(Collected data)
--- START ---

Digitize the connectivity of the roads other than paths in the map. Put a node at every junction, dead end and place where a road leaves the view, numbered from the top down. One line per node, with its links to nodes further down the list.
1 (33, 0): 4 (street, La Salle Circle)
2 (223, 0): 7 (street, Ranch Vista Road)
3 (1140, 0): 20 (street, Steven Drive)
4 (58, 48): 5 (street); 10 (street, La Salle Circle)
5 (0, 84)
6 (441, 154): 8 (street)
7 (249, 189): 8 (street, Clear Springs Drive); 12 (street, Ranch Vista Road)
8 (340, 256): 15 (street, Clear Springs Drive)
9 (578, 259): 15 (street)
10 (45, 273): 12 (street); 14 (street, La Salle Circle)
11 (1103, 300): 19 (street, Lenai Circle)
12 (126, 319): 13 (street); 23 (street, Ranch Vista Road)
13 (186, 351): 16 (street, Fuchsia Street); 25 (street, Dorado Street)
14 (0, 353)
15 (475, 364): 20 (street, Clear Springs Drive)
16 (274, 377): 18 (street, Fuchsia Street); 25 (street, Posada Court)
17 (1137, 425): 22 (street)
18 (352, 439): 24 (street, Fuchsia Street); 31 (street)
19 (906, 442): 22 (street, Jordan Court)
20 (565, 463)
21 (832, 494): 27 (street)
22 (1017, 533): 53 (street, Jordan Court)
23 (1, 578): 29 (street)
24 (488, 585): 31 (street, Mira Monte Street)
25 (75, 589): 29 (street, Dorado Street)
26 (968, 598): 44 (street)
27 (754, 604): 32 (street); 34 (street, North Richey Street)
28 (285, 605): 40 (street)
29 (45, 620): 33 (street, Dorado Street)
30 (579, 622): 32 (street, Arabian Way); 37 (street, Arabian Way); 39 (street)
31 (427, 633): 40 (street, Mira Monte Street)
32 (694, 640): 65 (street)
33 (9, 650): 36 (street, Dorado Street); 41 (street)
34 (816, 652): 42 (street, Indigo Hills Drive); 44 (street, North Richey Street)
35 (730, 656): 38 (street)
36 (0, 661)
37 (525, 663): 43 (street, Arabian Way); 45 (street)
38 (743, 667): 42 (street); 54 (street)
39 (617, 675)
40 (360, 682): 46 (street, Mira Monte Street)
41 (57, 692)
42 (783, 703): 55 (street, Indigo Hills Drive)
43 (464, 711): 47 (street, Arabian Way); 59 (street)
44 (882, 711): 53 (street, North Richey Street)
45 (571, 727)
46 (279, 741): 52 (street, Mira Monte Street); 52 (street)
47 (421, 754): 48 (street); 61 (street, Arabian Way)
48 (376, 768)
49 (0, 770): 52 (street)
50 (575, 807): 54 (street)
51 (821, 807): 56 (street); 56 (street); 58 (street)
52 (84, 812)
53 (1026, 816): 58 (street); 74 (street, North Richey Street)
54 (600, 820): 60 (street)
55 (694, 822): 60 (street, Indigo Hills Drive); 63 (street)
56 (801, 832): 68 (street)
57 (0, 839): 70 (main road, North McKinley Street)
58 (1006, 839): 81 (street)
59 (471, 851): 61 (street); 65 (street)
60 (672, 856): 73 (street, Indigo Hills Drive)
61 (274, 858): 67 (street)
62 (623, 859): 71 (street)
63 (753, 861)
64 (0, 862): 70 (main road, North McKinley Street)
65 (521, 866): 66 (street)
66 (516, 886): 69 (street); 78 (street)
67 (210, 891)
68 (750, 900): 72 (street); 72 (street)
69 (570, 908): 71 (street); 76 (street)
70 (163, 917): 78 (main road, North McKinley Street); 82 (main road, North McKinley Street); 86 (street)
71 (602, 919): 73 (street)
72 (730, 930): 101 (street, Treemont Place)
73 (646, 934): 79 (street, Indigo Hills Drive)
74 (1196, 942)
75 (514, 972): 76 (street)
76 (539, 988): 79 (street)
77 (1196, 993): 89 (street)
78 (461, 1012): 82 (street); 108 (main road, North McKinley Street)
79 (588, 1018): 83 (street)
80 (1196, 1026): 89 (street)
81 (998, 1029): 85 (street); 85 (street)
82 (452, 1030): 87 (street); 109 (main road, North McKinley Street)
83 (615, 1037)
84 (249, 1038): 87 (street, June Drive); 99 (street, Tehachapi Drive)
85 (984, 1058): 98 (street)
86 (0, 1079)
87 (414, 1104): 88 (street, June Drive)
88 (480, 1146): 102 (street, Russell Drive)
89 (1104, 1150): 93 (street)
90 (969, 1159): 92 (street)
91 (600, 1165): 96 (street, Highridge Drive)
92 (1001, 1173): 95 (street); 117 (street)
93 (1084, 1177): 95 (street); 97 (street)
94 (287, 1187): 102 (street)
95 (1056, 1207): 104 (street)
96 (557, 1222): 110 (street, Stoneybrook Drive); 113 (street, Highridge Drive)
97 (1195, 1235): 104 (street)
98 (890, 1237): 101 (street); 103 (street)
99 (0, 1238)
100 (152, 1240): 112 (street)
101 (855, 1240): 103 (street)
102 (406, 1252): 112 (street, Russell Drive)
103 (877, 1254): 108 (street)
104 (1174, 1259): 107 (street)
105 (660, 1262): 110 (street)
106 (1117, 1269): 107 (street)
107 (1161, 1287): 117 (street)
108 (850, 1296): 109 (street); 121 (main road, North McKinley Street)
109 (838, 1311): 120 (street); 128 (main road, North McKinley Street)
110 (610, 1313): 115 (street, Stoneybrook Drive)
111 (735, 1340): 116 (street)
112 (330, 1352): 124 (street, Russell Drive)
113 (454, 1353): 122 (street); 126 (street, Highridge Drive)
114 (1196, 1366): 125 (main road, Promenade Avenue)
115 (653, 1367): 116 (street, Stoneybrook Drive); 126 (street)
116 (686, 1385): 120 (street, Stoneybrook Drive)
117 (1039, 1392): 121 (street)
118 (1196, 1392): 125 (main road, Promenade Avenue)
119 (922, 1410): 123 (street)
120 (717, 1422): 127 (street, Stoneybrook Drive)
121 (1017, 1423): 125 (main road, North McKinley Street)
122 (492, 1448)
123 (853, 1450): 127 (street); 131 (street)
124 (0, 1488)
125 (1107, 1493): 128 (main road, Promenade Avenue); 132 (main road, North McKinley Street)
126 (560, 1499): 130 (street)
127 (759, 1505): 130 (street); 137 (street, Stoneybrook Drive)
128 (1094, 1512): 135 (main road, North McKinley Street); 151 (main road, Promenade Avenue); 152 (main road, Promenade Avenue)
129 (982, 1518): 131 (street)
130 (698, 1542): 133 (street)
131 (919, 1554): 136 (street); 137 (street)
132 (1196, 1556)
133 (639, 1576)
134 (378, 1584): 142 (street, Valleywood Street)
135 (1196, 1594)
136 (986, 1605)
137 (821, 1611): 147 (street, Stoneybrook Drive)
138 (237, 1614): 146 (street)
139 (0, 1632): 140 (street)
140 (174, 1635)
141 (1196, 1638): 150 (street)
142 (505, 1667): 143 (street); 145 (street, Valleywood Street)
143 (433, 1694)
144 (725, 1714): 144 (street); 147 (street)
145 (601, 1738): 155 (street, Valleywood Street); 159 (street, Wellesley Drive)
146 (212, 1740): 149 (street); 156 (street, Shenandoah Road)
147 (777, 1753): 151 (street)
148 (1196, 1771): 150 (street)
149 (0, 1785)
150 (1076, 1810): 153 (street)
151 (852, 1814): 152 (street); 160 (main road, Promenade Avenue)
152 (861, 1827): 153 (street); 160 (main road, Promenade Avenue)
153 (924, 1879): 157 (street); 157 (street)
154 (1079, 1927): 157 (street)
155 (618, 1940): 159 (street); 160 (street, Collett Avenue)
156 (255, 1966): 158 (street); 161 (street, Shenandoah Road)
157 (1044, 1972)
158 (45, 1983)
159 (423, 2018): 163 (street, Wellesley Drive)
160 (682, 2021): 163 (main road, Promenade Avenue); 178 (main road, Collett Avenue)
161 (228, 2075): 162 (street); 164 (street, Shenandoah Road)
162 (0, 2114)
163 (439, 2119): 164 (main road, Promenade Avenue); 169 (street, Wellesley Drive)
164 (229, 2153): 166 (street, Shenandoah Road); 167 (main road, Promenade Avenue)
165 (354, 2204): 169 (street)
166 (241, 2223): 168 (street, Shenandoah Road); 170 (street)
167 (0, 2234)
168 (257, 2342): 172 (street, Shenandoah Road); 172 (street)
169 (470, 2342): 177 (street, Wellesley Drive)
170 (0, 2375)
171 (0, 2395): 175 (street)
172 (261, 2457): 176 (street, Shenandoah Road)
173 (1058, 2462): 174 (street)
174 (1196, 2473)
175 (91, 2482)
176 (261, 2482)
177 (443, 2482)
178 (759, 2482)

--- END ---

-- Exercise prompt --
Look through the records and copy every line that has the word "June".

-- Output --
84 (249, 1038): 87 (street, June Drive); 99 (street, Tehachapi Drive)
87 (414, 1104): 88 (street, June Drive)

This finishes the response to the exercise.